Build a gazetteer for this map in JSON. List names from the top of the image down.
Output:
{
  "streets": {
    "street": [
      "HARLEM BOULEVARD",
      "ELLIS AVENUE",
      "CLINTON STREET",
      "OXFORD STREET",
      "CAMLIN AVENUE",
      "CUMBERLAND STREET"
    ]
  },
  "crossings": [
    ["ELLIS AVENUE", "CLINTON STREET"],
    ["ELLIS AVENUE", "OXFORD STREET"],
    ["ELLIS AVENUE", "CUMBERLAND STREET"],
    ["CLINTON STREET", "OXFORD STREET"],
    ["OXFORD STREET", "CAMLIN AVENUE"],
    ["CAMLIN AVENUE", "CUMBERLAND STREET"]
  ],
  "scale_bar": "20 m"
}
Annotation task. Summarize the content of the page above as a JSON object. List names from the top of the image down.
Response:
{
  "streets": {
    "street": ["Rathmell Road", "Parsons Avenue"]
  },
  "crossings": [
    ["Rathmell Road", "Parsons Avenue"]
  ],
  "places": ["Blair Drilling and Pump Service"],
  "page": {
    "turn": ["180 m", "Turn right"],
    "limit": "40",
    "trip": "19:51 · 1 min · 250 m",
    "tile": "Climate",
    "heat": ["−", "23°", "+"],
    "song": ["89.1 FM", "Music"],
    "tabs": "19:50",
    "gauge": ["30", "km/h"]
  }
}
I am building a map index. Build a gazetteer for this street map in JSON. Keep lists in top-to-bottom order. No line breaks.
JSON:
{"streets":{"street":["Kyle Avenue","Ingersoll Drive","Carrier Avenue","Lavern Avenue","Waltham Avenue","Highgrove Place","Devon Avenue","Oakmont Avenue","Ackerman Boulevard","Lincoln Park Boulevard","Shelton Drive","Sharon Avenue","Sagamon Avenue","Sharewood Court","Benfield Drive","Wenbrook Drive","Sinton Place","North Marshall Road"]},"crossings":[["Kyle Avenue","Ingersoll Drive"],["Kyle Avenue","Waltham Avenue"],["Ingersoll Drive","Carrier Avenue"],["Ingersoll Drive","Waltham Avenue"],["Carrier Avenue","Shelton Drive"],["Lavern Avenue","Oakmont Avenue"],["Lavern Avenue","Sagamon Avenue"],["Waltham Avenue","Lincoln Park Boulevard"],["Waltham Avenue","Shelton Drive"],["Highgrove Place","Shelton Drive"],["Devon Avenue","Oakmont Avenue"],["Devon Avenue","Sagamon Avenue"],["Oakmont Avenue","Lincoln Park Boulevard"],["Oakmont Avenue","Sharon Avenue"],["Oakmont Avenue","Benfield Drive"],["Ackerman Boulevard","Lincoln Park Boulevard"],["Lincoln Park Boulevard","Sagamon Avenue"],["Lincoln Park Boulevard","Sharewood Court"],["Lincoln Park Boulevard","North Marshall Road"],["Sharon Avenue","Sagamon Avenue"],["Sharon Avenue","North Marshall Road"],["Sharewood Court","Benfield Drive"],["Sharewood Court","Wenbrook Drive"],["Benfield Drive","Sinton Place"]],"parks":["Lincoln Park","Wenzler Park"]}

▶ _WHAT THE TASK REQUIRES_:
Only the lines holding "CAMLIN" are wanted, so copy each of them from the material.

▶ _SOLUTION_:
      "CAMLIN AVENUE",
    ["OXFORD STREET", "CAMLIN AVENUE"],
    ["CAMLIN AVENUE", "CUMBERLAND STREET"]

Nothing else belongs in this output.